- **Activity**: Check each line of the entries below for the word "main", and copy out the ones that have it.
━━━ Data shown ━━━
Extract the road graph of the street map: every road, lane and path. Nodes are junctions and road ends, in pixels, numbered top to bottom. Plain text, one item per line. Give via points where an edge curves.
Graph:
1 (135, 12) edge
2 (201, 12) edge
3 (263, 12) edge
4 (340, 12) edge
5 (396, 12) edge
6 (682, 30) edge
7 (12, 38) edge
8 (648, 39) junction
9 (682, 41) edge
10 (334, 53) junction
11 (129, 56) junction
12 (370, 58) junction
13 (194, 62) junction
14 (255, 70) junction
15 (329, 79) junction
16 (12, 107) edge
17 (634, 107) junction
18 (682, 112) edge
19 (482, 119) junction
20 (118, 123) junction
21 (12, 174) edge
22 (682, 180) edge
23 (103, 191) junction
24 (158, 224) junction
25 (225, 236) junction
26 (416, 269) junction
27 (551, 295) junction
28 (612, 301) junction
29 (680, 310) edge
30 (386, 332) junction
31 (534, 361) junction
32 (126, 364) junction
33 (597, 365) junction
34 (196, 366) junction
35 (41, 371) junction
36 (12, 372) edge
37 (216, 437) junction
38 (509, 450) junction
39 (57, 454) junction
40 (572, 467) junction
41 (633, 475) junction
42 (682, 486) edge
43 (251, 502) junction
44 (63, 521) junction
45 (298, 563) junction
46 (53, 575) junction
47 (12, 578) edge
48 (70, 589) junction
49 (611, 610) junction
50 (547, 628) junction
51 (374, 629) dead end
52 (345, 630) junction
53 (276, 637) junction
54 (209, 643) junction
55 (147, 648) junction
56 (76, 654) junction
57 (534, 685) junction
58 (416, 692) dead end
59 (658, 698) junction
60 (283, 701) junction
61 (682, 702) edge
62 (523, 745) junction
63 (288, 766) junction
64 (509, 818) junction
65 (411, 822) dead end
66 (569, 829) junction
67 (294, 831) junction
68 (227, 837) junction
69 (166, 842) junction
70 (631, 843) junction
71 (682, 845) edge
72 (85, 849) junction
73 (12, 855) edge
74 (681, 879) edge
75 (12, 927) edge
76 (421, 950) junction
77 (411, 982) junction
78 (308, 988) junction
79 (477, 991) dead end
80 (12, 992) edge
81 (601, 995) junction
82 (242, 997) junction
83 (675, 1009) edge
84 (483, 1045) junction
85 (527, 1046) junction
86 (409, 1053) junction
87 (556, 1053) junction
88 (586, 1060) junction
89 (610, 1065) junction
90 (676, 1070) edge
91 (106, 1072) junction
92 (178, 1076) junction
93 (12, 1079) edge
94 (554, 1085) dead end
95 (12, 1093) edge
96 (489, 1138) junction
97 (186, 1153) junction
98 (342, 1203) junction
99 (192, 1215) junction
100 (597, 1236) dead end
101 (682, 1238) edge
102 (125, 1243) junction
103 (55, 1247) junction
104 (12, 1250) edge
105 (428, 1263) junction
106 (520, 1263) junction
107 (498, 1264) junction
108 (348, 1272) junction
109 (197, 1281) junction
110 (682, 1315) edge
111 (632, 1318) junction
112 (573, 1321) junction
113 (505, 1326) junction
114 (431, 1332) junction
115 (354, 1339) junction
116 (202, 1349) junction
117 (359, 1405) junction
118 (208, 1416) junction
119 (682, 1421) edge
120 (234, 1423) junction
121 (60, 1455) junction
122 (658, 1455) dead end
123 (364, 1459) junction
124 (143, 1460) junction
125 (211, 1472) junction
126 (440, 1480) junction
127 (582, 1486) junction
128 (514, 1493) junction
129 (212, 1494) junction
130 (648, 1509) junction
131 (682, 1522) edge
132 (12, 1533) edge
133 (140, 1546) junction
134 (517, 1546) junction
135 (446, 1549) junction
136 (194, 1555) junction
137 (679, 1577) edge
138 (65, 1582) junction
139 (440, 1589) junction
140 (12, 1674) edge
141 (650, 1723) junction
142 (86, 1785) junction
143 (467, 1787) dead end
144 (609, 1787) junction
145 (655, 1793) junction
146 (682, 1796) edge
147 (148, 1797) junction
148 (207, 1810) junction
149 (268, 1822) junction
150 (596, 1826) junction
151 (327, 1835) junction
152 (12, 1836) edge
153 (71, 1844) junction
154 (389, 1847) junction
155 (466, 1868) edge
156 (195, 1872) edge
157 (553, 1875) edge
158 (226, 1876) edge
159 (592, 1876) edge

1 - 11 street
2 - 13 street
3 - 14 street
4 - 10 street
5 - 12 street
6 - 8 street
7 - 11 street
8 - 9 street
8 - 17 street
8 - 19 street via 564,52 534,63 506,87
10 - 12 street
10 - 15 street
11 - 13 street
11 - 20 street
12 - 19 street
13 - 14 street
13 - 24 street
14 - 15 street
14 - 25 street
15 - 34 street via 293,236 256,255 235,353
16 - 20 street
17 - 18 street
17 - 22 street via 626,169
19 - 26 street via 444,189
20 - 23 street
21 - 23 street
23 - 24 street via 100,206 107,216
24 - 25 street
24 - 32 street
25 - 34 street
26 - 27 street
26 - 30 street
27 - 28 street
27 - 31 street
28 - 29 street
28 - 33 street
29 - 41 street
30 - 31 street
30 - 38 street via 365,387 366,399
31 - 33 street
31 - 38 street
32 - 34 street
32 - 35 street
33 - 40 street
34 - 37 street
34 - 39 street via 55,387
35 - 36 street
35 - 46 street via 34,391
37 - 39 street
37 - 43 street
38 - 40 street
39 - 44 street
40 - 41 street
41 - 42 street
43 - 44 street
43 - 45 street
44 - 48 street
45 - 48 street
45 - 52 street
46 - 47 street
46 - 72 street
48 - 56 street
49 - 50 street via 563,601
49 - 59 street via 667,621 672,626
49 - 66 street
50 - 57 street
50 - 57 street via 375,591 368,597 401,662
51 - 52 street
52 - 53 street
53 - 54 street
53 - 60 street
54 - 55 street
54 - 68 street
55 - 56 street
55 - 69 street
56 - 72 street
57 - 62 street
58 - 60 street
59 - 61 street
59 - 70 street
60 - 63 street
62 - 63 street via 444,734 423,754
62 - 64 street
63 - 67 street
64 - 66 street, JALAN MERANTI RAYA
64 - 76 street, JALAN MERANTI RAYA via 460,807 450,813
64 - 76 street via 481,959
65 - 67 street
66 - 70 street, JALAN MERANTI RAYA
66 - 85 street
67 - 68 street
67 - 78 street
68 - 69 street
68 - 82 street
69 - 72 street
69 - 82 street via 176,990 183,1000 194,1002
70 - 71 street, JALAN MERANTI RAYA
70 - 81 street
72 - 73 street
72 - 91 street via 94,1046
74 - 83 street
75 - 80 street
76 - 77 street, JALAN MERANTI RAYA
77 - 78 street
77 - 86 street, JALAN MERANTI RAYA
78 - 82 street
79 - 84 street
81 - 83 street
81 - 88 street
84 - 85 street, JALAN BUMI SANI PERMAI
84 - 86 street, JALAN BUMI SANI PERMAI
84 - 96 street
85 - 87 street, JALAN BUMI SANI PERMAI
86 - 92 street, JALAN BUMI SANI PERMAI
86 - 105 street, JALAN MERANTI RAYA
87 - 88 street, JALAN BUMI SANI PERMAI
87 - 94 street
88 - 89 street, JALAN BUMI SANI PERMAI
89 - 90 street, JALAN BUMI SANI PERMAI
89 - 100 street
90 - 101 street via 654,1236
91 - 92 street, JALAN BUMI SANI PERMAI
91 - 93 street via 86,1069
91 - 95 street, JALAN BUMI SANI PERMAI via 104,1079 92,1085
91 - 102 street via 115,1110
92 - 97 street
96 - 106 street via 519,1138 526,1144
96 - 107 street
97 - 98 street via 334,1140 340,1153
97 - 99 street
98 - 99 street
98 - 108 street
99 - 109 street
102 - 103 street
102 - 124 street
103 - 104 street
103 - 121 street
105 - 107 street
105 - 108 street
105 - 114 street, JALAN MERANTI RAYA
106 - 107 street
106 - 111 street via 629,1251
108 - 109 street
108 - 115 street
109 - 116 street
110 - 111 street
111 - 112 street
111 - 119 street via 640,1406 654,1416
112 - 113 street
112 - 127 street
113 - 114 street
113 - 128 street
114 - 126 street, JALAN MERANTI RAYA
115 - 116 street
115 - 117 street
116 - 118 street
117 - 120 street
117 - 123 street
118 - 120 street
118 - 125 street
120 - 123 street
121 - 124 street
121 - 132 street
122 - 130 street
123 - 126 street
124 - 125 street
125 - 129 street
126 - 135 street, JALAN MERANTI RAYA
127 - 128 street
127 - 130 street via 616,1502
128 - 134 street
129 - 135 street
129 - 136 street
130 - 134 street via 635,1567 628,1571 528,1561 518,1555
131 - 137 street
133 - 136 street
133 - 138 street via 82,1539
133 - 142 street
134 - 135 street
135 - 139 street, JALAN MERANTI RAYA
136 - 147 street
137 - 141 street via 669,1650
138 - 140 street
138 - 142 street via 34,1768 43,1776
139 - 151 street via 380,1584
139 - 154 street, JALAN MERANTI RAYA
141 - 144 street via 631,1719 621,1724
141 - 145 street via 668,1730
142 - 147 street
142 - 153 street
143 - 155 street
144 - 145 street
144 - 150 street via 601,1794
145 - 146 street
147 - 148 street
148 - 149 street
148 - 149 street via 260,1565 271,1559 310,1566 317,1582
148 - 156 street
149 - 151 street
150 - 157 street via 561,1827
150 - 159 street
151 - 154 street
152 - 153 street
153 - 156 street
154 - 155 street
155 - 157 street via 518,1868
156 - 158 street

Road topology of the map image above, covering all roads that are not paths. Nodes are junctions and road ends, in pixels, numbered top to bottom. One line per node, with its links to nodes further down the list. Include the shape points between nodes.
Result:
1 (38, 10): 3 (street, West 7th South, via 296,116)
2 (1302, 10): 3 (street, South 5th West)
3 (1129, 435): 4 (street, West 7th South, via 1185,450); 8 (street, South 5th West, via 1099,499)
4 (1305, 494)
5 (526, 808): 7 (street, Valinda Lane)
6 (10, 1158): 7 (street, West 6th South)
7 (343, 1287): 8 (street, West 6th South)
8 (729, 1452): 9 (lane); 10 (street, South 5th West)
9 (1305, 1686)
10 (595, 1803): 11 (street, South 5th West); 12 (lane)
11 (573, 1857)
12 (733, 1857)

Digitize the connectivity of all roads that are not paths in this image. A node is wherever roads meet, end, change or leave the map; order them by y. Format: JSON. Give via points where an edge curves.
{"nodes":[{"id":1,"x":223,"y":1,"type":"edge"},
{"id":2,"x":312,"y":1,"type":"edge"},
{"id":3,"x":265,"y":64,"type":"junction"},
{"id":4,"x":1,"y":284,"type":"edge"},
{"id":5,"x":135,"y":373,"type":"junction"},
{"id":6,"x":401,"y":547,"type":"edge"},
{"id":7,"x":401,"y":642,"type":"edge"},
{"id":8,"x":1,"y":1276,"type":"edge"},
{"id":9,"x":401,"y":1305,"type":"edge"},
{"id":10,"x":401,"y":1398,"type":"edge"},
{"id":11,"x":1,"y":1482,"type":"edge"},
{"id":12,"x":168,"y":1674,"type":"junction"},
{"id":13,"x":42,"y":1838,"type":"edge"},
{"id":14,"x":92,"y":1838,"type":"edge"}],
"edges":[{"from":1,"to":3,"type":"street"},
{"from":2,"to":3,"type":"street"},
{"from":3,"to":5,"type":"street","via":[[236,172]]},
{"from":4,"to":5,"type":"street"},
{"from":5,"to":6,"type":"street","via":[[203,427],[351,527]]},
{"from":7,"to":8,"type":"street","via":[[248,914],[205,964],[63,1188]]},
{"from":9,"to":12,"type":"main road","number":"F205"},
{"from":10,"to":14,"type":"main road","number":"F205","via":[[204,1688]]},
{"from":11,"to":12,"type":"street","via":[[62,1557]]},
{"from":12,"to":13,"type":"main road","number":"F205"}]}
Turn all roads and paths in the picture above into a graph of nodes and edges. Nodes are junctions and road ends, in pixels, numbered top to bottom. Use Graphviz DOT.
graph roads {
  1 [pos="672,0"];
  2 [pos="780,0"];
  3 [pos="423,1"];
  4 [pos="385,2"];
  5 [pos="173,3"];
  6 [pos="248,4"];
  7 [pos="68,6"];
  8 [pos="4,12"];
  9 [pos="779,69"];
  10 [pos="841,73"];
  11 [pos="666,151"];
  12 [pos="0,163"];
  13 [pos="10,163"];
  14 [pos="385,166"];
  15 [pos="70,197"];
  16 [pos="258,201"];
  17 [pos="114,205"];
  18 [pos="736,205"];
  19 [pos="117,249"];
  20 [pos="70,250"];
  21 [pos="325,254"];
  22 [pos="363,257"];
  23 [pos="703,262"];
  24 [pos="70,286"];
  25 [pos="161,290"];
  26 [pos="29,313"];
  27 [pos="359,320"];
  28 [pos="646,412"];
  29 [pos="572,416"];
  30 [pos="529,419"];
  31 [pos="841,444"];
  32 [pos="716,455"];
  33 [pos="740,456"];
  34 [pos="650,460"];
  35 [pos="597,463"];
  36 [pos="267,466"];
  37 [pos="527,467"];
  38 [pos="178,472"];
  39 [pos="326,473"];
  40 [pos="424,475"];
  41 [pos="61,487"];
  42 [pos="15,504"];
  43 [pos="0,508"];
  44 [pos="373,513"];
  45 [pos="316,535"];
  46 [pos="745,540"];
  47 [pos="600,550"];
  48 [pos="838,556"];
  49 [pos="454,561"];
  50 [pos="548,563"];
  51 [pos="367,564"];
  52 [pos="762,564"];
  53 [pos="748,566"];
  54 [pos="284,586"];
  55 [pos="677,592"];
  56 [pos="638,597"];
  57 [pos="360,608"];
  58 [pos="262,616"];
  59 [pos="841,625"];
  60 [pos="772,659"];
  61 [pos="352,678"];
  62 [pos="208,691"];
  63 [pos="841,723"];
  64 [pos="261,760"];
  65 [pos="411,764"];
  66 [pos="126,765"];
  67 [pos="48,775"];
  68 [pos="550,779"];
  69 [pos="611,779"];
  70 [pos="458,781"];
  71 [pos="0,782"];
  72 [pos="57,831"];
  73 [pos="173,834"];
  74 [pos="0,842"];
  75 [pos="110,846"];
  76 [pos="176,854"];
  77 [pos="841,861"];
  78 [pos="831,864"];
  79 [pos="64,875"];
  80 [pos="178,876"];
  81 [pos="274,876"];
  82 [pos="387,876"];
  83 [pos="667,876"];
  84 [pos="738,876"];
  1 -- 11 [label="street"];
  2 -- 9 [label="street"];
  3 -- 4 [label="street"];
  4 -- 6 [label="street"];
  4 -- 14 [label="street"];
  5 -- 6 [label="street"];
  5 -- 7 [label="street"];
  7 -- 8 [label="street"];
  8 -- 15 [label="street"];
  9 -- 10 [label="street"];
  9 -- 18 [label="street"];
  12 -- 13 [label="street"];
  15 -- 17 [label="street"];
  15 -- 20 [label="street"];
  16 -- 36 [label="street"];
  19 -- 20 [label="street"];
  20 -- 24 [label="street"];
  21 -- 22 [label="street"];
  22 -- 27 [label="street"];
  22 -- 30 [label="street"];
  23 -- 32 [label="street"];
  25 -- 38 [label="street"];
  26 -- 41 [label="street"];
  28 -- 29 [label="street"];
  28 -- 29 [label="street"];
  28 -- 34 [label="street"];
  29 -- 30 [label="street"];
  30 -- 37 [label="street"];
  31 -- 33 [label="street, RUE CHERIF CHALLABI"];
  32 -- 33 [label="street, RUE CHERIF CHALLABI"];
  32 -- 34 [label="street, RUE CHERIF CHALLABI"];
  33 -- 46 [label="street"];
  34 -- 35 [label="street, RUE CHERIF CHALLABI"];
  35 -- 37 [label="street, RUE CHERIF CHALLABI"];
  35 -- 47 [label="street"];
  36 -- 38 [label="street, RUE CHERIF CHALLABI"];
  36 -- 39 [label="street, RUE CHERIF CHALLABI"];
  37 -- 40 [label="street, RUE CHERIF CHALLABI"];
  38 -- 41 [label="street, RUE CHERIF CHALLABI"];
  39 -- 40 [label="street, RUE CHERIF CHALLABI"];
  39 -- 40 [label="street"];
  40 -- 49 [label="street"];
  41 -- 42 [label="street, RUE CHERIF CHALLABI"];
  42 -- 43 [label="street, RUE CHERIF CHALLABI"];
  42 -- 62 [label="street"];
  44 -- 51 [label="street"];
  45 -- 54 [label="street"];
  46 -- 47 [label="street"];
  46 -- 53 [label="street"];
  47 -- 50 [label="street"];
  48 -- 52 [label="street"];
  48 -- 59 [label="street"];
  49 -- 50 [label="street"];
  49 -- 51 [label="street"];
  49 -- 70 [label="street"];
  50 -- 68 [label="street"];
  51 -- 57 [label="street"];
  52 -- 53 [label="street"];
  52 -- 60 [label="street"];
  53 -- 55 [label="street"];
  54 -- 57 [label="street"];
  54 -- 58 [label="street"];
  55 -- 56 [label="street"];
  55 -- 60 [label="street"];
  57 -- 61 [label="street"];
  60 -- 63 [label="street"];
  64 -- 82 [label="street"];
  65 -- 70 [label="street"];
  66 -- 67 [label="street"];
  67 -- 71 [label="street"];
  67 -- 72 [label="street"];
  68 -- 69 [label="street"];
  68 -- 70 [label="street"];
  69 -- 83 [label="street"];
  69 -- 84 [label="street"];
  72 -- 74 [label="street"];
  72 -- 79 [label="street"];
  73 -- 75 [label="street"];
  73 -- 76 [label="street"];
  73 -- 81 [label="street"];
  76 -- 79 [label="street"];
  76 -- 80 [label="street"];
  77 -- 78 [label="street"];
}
━━━
- **Solution to this problem**:
{"from":9,"to":12,"type":"main road","number":"F205"},
{"from":10,"to":14,"type":"main road","number":"F205","via":[[204,1688]]},
{"from":12,"to":13,"type":"main road","number":"F205"}]}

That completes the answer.